In [1]:
import json
import re

from collections import Counter, defaultdict
from typing import Dict, List, Tuple, Literal, Any
from dotenv import load_dotenv, find_dotenv
from pathlib import Path

import LLM_setting
import Load_Data
import Chunking


## API Setting

In [2]:
_ = load_dotenv(find_dotenv())

In [3]:
#LLM Setting
model = "openai/gpt-oss-120b"
temperature = 0
llm_setting= LLM_setting.LLMSetting(MODEL=model, TEMPERATURE=temperature)
llm = LLM_setting.setting(llm_setting)

In [4]:
# Read Data
file_path = Path("data/raw_filings/320193_000032019325000079_aapl-20250927.htm")
cfg = Load_Data.LoadData(file_path=file_path)
docs = Load_Data.load_data(cfg)

In [5]:
# Chunking
chunk_size= 2500
chunk_overlap = 250
data_processing=Chunking.DataProcessing(file_path,chunk_size,chunk_overlap)
doc_chunk =Chunking.chunks(data_processing)
print(f"Loaded docs: {len(docs)} | Chunks: {len(doc_chunk)}")
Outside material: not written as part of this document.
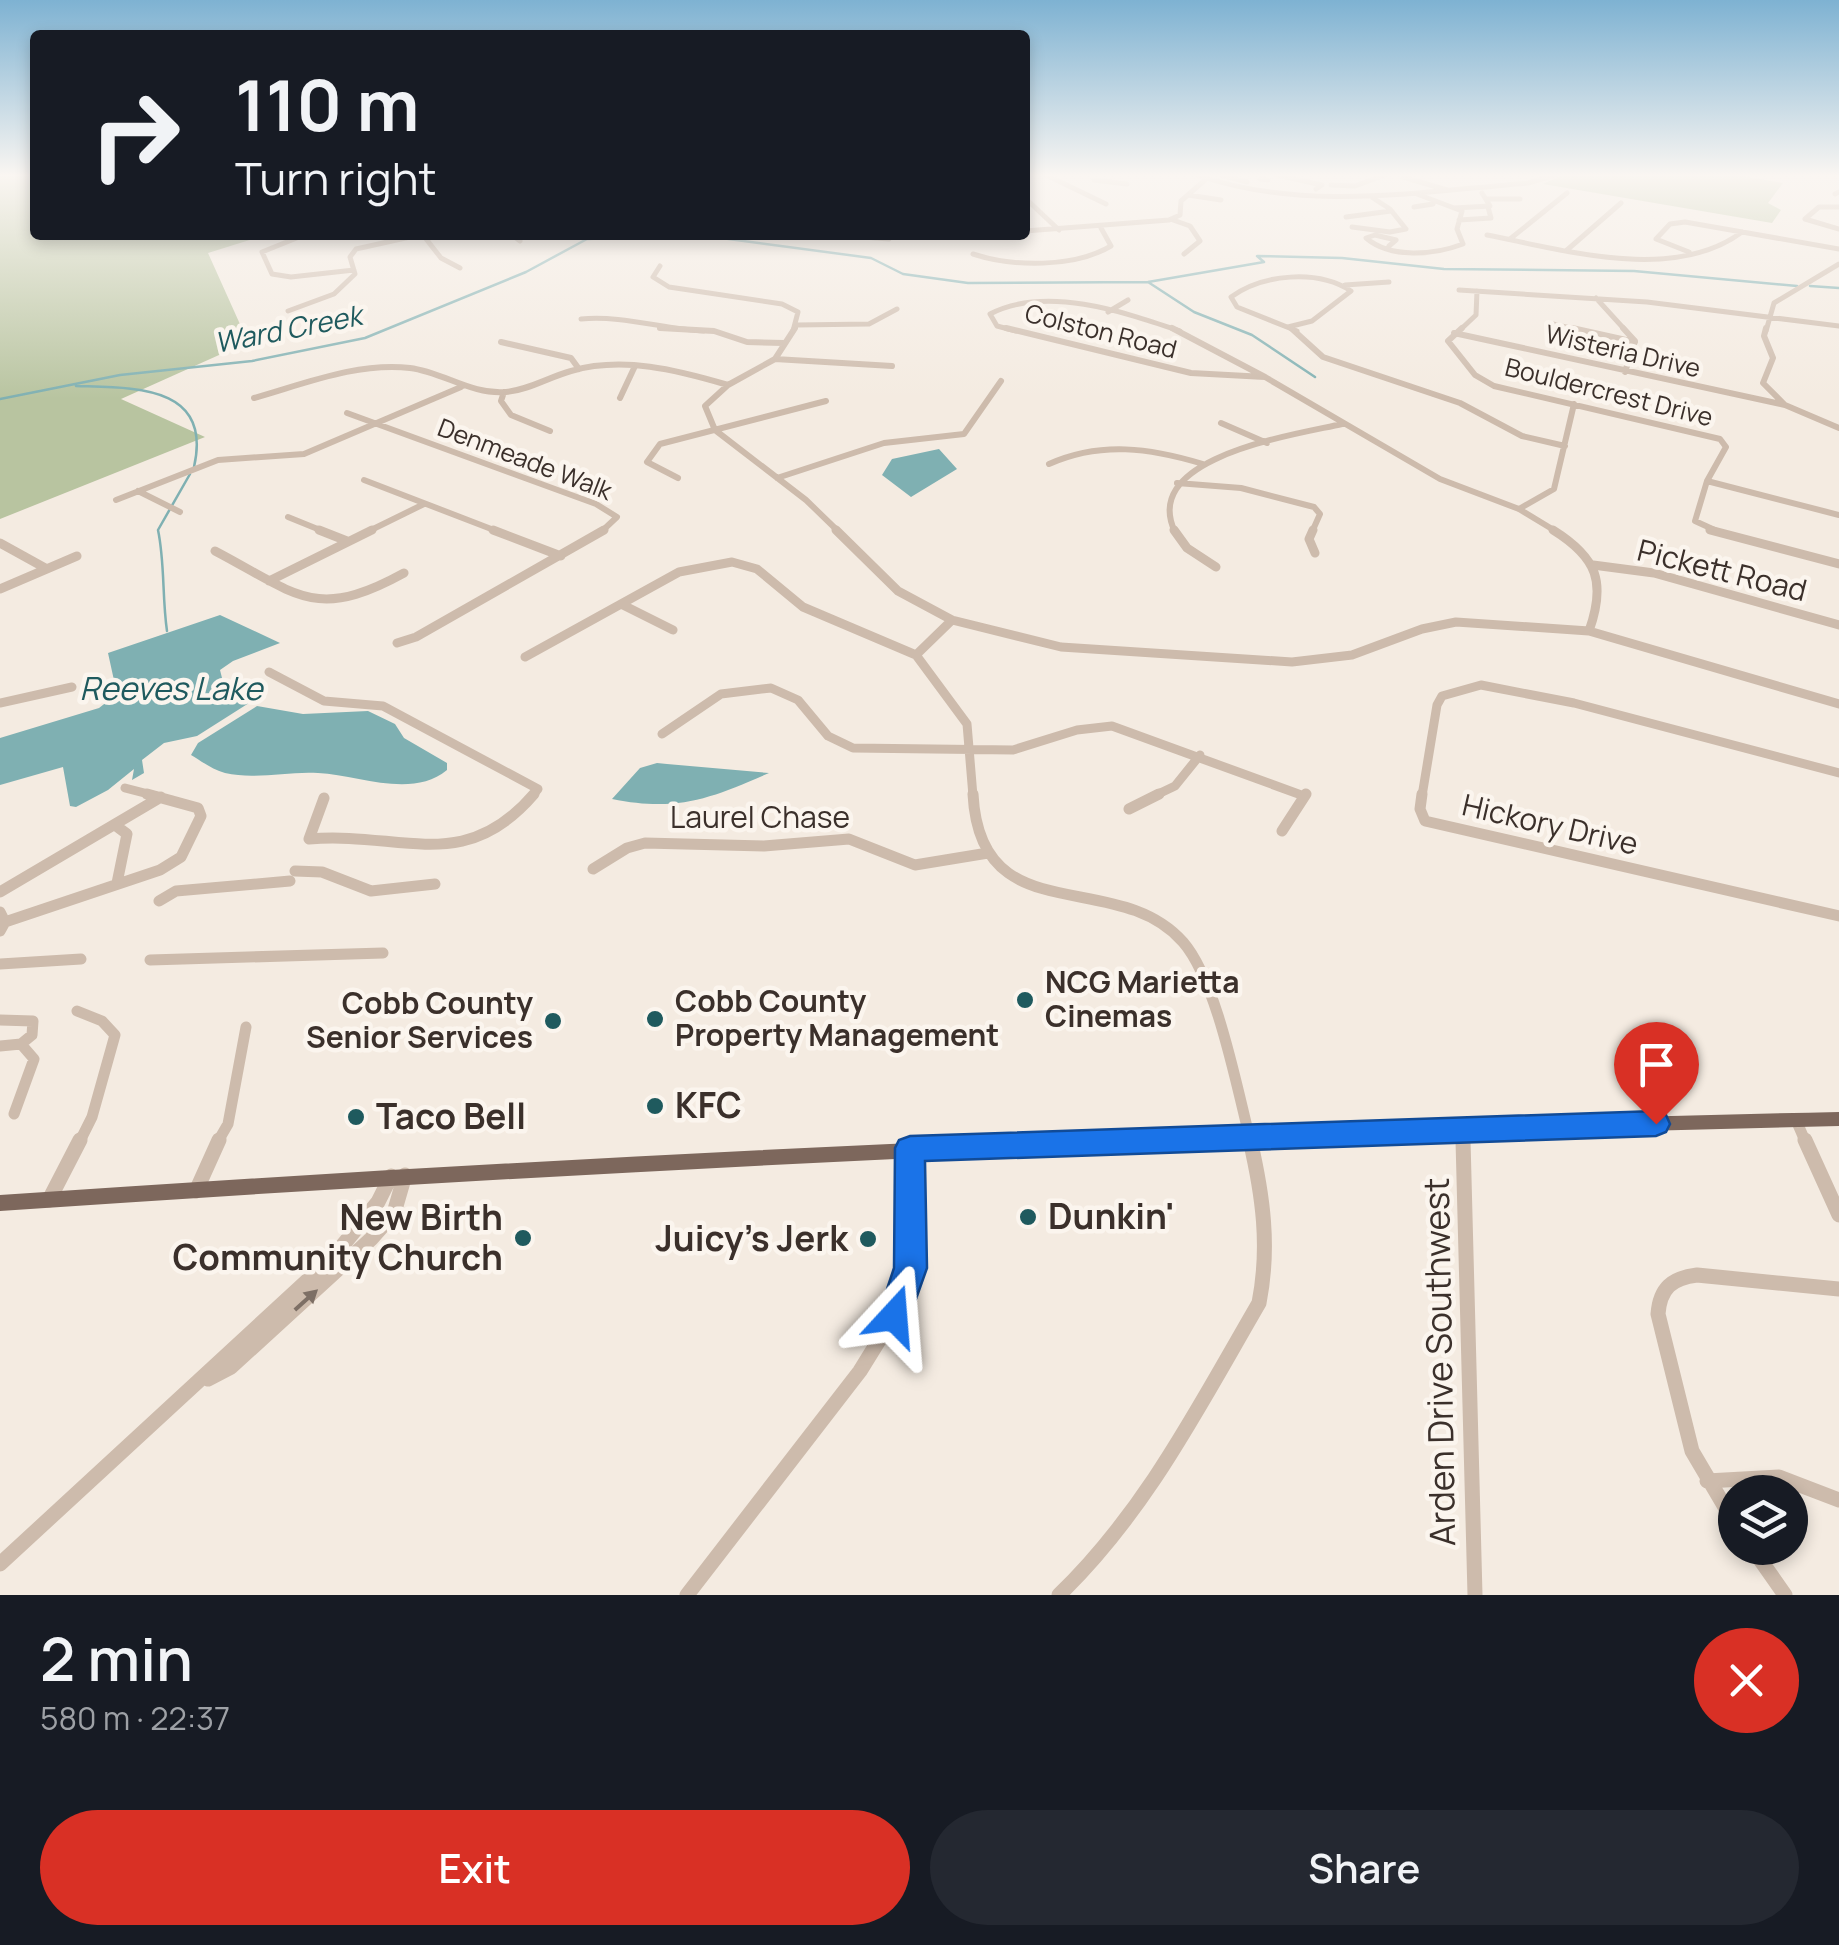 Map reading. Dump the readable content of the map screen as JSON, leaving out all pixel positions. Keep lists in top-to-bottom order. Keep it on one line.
{"streets":{"street":["Colston Road","Wisteria Drive","Bouldercrest Drive","Denmeade Walk","Pickett Road","Laurel Chase","Hickory Drive","Arden Drive Southwest"]},"crossings":[["Colston Road","Pickett Road"],["Wisteria Drive","Bouldercrest Drive"]],"water":["Ward Creek","Reeves Lake"],"places":["NCG Marietta Cinemas","Cobb County Property Management","Cobb County Senior Services","KFC","Taco Bell","Dunkin'","New Birth Community Church","Juicy's Jerk"],"page":{"turn":["110 m","Turn right"],"heading":["2 min","580 m · 22:37"],"buttons":["Exit","Share"]}}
Loaded docs: 1 | Chunks: 85


In [6]:
len(doc_chunk)

85

In [7]:
TOPICS_PER_CHUNK = 8
KEYWORDS_PER_TOPIC = 8
FINAL_K_TOPICS = 10

In [8]:
BaselineType = Literal["zero_shot", "minimal_template"]

In [9]:
ZERO_SHOT_INSTRUCTION = "Identify and label the main topics in this corpus."
MINIMAL_TEMPLATE_ROLE = "You are a financial analyst."

In [10]:
FORMAT_CONSTRAINTS = (
    "Use ONLY the text below.\n"
    "Return exactly {topics_per_chunk} topics.\n"
    "Each topic must have exactly {keywords_per_topic} keywords.\n"
    "Output MUST be valid JSON only (no Markdown, no extra text).\n"
    'Schema: {{"topics":[{{"label":str,"keywords":[str,...]}}]}}\n'
)

In [11]:
_JSON_OBJ_RE = re.compile(r"\{.*\}", flags=re.DOTALL)

In [12]:
def _parse_json_loose(s: str) -> Dict[str, Any]:
    s = (s or "").strip()
    if not s:
        return {}

    try:
        return json.loads(s)
    except Exception:
        pass

    m = _JSON_OBJ_RE.search(s)
    if m:
        try:
            return json.loads(m.group(0))
        except Exception:
            return {}

    return {}

In [13]:
def build_baseline_prompt(
    baseline: BaselineType,
    chunk_text: str,
    topics_per_chunk: int,
    keywords_per_topic: int,
) -> str:
    if baseline == "zero_shot":
        header = ZERO_SHOT_INSTRUCTION
    elif baseline == "minimal_template":
        header = f"{MINIMAL_TEMPLATE_ROLE} {ZERO_SHOT_INSTRUCTION}"
    else:
        raise ValueError("baseline must be 'zero_shot' or 'minimal_template'")

    return (
        f"{header}\n\n"
        + FORMAT_CONSTRAINTS.format(
            topics_per_chunk=topics_per_chunk,
            keywords_per_topic=keywords_per_topic,
        )
        + "\nTEXT:\n"
        + chunk_text
    )

In [14]:
def _as_text(chunk: Any) -> str:
    return getattr(chunk, "page_content", None) or str(chunk)

In [15]:
def extract_topics_for_chunk(
    llm,
    baseline: BaselineType,
    chunk_text,
    topics_per_chunk: int,
    keywords_per_topic: int,
) -> List[Dict[str, Any]]:
    text = _as_text(chunk_text)

    prompt = build_baseline_prompt(
        baseline=baseline,
        chunk_text=text,
        topics_per_chunk=topics_per_chunk,
        keywords_per_topic=keywords_per_topic,
    )

    resp = llm.invoke(prompt)  # ChatGroq / LangChain
    content = getattr(resp, "content", str(resp))
    data = _parse_json_loose(content)

    topics = data.get("topics", [])
    if not isinstance(topics, list):
        return []

    cleaned: List[Dict[str, Any]] = []
    for t in topics:
        if not isinstance(t, dict):
            continue
        label = str(t.get("label", "")).strip()
        kws = t.get("keywords", [])
        if not label or not isinstance(kws, list):
            continue

        keywords = [str(k).strip() for k in kws if str(k).strip()]
        if len(keywords) != keywords_per_topic:
            continue

        cleaned.append({"label": label, "keywords": keywords})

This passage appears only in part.